## EXERCISE OBJECTIVE
Among these records, which lines include "node"? Copy them out.

## DATASET EXTRACT
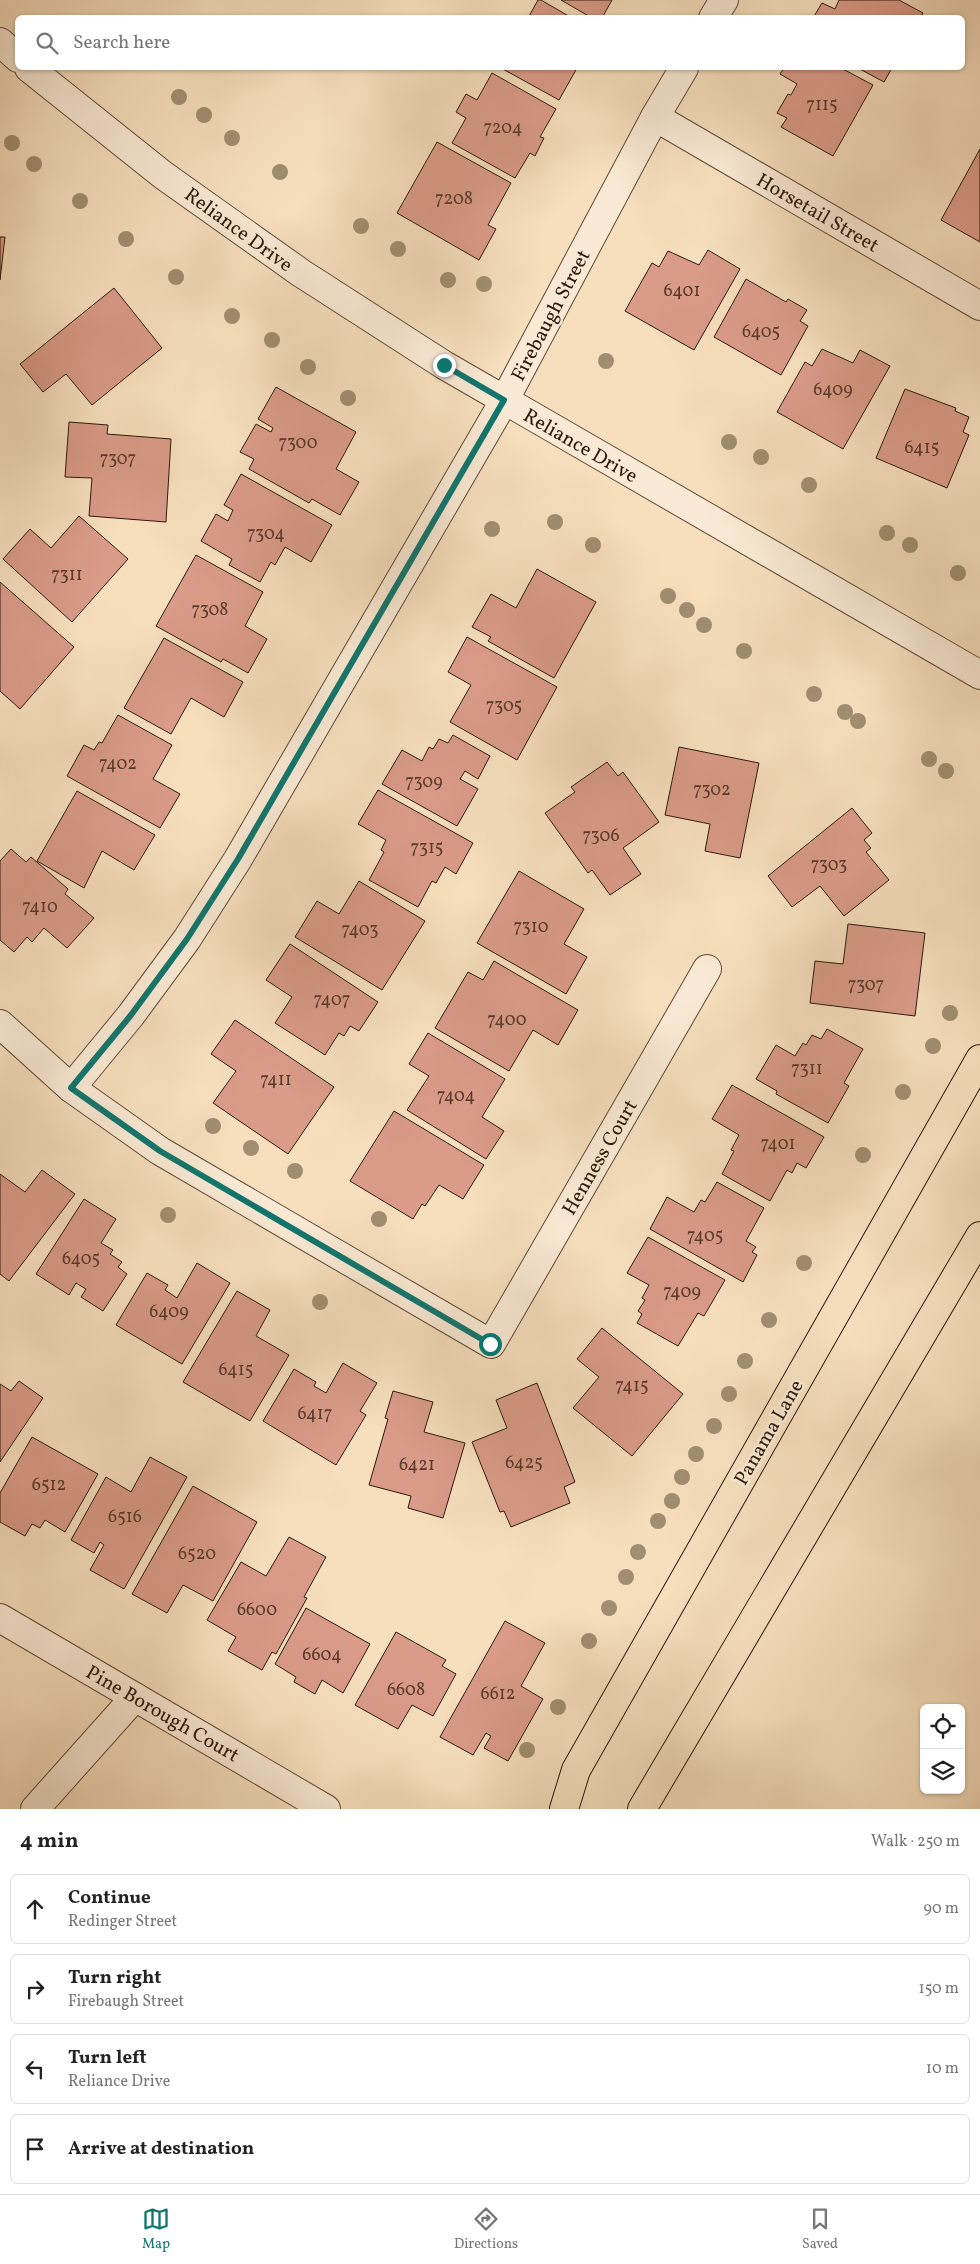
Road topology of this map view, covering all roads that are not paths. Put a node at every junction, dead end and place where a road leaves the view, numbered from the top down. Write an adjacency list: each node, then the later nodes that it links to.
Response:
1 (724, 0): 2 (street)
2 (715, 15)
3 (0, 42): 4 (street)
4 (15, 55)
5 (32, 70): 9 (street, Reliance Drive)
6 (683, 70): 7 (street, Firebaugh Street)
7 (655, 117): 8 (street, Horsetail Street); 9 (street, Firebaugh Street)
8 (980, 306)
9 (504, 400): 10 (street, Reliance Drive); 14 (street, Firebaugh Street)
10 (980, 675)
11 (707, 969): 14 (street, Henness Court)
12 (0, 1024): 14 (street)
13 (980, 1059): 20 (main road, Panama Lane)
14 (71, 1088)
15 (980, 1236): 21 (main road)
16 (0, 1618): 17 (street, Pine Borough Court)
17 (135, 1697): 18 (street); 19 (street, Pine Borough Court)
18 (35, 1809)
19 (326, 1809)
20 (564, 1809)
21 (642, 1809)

==

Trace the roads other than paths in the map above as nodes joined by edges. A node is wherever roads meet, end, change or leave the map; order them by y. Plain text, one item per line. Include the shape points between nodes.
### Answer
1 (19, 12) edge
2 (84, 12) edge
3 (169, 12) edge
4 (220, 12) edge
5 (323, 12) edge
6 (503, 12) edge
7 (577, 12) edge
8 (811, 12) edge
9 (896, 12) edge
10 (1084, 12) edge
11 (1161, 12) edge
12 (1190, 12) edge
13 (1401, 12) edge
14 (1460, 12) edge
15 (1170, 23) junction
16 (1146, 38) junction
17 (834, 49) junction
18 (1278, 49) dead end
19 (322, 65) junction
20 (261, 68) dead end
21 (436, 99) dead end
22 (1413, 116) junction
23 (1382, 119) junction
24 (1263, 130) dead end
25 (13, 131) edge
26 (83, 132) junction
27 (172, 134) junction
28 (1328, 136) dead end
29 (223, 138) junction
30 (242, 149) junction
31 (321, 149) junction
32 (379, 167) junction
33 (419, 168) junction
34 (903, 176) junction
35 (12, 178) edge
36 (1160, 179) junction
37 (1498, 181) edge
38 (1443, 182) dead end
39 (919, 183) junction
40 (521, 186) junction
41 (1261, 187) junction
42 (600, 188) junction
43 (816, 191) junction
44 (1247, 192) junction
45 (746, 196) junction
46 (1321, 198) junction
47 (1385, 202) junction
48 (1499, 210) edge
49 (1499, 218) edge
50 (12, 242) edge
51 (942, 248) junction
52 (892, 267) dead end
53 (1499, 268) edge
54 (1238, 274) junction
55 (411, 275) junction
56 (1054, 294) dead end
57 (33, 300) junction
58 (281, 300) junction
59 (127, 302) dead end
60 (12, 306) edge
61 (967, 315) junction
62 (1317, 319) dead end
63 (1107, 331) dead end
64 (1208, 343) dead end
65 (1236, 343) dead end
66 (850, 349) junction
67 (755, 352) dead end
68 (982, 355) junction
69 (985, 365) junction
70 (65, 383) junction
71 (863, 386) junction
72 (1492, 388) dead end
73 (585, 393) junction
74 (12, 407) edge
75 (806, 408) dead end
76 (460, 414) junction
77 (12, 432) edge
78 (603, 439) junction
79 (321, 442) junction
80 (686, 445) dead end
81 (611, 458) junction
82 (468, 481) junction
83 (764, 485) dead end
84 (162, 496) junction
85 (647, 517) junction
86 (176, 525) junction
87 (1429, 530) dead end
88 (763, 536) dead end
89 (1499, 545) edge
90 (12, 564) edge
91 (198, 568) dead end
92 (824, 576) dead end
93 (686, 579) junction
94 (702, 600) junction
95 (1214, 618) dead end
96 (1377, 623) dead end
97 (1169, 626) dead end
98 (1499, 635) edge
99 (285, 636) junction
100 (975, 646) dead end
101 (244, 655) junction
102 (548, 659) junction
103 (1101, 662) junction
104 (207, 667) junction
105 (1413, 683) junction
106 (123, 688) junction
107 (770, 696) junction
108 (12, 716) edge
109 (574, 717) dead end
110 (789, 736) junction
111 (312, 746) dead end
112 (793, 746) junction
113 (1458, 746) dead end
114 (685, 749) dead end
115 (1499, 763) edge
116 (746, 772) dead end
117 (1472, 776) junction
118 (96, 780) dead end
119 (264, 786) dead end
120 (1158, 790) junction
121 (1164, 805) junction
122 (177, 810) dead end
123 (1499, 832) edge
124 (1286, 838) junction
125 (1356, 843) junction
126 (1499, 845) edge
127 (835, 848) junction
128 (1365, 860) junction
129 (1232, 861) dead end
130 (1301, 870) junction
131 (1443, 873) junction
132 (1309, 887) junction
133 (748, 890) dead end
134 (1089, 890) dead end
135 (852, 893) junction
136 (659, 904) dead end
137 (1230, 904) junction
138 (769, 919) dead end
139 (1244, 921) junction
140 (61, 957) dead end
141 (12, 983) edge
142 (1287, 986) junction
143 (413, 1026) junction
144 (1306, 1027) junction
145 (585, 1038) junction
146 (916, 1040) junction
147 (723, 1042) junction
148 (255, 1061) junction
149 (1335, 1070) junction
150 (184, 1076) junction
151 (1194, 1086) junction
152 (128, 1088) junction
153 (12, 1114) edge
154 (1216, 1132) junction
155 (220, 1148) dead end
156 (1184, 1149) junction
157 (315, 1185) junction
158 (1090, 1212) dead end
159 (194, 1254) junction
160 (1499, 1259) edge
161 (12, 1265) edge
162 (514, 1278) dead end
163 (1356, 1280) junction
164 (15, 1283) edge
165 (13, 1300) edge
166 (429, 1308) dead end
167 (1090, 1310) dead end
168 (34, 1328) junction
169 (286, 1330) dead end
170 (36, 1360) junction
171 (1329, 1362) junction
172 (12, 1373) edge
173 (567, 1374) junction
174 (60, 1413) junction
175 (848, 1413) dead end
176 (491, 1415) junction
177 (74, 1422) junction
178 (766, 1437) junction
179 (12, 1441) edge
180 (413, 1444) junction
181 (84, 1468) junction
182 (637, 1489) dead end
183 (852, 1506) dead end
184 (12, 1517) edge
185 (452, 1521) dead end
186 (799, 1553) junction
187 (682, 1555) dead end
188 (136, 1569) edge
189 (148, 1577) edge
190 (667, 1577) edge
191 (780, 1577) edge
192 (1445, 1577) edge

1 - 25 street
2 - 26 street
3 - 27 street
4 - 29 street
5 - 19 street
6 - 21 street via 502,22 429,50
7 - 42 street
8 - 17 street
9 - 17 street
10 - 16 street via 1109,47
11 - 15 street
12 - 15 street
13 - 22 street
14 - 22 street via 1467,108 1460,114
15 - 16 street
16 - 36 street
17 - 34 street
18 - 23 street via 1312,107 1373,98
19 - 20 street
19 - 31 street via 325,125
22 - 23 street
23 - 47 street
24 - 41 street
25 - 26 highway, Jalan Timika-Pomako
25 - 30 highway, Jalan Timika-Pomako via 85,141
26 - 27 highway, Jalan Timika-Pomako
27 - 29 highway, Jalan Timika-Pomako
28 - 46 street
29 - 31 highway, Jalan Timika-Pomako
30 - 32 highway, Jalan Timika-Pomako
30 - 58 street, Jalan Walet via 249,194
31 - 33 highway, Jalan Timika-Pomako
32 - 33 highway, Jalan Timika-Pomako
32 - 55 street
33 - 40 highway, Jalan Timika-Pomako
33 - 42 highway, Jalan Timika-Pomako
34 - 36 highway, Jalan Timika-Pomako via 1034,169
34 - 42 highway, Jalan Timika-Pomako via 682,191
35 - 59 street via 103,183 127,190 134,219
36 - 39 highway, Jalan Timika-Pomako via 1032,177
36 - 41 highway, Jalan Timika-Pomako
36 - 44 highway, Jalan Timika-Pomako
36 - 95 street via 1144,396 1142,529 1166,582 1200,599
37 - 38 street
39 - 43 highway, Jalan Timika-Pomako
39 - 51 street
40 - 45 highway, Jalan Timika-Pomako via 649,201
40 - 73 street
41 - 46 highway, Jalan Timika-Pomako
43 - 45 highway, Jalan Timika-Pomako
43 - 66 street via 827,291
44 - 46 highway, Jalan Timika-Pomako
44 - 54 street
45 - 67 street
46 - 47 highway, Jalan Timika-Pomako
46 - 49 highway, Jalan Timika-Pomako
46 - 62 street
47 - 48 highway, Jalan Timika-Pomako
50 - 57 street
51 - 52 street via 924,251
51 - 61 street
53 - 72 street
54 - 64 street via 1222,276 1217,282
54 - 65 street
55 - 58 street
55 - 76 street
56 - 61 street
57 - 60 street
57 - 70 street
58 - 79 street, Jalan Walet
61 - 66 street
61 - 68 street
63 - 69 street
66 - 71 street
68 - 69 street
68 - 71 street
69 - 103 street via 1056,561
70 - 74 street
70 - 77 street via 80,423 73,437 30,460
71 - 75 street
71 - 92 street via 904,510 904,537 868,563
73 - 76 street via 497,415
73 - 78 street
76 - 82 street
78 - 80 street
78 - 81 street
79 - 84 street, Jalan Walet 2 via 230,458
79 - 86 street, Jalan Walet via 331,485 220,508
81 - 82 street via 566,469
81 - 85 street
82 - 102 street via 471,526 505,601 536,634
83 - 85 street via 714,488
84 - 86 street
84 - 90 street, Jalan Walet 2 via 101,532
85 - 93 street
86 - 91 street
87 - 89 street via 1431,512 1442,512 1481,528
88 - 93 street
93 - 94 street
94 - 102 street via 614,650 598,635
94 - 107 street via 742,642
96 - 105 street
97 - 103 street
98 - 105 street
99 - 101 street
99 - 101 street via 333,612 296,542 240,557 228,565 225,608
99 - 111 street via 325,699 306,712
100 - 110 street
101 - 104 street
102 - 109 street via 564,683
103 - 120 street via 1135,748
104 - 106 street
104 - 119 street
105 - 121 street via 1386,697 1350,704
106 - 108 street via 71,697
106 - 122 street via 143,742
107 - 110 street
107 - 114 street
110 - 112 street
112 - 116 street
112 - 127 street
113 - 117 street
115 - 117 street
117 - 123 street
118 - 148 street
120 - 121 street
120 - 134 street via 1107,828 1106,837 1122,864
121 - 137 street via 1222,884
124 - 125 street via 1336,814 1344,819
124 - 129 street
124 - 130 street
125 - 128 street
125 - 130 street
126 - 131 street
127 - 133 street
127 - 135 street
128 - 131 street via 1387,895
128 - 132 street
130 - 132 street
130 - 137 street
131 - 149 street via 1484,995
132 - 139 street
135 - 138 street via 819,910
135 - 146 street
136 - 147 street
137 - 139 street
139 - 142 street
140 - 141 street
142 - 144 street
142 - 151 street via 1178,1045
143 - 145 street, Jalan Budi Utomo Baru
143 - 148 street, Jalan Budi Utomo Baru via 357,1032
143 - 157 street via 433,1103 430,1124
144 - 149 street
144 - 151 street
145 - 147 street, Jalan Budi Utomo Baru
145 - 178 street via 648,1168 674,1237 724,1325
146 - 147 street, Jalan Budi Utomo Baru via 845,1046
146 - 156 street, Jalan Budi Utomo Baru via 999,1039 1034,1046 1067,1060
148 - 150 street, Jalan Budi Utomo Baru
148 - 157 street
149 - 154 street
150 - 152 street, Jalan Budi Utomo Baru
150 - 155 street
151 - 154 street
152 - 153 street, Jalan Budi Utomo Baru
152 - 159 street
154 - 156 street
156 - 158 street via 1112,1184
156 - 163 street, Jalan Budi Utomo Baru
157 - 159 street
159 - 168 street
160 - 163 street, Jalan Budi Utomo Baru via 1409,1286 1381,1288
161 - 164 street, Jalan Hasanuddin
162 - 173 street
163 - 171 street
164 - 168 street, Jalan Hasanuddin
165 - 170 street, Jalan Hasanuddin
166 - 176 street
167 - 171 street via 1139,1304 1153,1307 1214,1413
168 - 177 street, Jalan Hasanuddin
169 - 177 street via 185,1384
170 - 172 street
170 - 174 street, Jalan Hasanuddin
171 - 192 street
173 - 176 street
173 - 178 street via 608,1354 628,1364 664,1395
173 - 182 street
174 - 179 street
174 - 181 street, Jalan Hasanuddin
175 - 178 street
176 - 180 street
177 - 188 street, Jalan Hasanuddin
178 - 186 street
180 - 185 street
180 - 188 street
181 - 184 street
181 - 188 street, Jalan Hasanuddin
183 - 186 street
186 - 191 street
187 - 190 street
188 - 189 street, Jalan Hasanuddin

## EXERCISE OUTPUT
Road topology of this map view, covering all roads that are not paths. Put a node at every junction, dead end and place where a road leaves the view, numbered from the top down. Write an adjacency list: each node, then the later nodes that it links to.
Trace the roads other than paths in the map above as nodes joined by edges. A node is wherever roads meet, end, change or leave the map; order them by y. Plain text, one item per line. Include the shape points between nodes.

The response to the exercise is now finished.